**DIRECTIONS FOR THIS TASK**
Take every line from the data that has the word "Answer" in it.

**DATA SHOWN**

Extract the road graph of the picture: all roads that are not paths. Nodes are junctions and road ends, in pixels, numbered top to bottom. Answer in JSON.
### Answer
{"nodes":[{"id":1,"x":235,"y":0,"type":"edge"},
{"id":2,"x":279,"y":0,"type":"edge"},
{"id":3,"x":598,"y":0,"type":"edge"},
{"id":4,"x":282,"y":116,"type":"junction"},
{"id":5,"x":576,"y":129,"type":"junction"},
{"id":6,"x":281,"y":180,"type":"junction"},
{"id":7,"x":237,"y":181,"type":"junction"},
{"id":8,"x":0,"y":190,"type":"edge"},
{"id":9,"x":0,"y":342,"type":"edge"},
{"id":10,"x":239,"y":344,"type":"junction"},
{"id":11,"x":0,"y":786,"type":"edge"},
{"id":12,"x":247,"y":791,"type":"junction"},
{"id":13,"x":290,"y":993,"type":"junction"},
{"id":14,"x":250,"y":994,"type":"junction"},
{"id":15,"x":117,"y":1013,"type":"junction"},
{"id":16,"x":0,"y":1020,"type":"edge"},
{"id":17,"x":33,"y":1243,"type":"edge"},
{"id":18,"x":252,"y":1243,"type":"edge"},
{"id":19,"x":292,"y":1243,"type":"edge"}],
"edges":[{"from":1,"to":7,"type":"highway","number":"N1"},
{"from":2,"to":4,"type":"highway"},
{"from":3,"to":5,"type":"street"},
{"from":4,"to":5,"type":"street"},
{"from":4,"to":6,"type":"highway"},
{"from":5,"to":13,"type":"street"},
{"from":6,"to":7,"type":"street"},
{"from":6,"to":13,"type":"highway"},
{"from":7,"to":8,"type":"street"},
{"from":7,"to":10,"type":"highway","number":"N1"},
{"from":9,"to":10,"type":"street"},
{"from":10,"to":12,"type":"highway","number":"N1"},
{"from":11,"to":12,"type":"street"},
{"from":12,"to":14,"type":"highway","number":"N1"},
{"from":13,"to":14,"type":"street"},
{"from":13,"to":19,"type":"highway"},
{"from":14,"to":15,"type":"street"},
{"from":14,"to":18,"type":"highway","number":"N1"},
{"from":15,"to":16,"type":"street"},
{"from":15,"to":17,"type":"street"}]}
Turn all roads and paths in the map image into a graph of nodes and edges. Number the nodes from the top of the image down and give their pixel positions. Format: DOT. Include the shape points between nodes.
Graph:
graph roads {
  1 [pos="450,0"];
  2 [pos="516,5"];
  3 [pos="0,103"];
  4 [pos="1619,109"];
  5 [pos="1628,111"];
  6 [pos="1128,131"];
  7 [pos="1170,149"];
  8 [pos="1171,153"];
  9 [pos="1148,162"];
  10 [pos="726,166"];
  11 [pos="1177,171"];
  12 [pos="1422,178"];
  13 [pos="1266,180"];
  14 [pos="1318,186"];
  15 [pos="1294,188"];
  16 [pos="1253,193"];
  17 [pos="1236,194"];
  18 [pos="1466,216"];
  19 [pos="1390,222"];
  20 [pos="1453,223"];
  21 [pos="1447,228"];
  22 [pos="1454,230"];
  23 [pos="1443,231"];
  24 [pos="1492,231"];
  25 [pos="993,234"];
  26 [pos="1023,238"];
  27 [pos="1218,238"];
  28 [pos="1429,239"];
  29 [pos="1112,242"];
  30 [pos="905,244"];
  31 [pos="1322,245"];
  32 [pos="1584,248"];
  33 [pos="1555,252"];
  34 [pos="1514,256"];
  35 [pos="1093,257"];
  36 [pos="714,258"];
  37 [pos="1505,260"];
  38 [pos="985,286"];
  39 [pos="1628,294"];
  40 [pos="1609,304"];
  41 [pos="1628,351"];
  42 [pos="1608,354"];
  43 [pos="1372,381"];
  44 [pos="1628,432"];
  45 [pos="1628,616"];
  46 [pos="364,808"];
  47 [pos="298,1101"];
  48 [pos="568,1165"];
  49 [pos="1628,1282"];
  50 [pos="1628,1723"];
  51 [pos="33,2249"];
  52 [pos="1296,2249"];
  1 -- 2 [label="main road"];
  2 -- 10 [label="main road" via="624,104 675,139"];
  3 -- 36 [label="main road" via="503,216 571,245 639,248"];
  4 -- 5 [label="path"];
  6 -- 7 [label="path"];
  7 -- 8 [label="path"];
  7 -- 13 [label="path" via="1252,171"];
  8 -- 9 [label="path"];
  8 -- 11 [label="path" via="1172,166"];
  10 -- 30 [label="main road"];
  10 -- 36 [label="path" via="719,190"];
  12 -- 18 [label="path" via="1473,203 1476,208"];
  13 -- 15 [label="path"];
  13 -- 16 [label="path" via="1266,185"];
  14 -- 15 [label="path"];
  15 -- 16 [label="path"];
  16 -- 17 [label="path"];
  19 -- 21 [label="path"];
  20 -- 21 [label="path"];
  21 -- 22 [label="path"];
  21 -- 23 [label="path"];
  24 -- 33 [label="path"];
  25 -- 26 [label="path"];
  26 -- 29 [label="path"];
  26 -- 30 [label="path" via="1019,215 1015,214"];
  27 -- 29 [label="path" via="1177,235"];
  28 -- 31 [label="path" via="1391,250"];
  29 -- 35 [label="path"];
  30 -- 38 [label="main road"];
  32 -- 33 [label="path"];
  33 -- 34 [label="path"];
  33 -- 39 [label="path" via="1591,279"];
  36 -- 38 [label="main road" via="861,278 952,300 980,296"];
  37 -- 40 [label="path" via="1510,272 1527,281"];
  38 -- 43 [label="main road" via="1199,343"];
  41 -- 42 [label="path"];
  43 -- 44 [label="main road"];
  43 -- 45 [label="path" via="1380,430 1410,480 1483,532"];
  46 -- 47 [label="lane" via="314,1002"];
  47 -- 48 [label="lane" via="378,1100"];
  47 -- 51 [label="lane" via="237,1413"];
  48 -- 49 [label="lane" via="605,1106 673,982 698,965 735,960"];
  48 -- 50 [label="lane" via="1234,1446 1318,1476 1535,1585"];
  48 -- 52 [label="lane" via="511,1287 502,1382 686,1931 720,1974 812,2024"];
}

**SOLVED EXERCISE**
Extract the road graph of the picture: all roads that are not paths. Nodes are junctions and road ends, in pixels, numbered top to bottom. Answer in JSON.
### Answer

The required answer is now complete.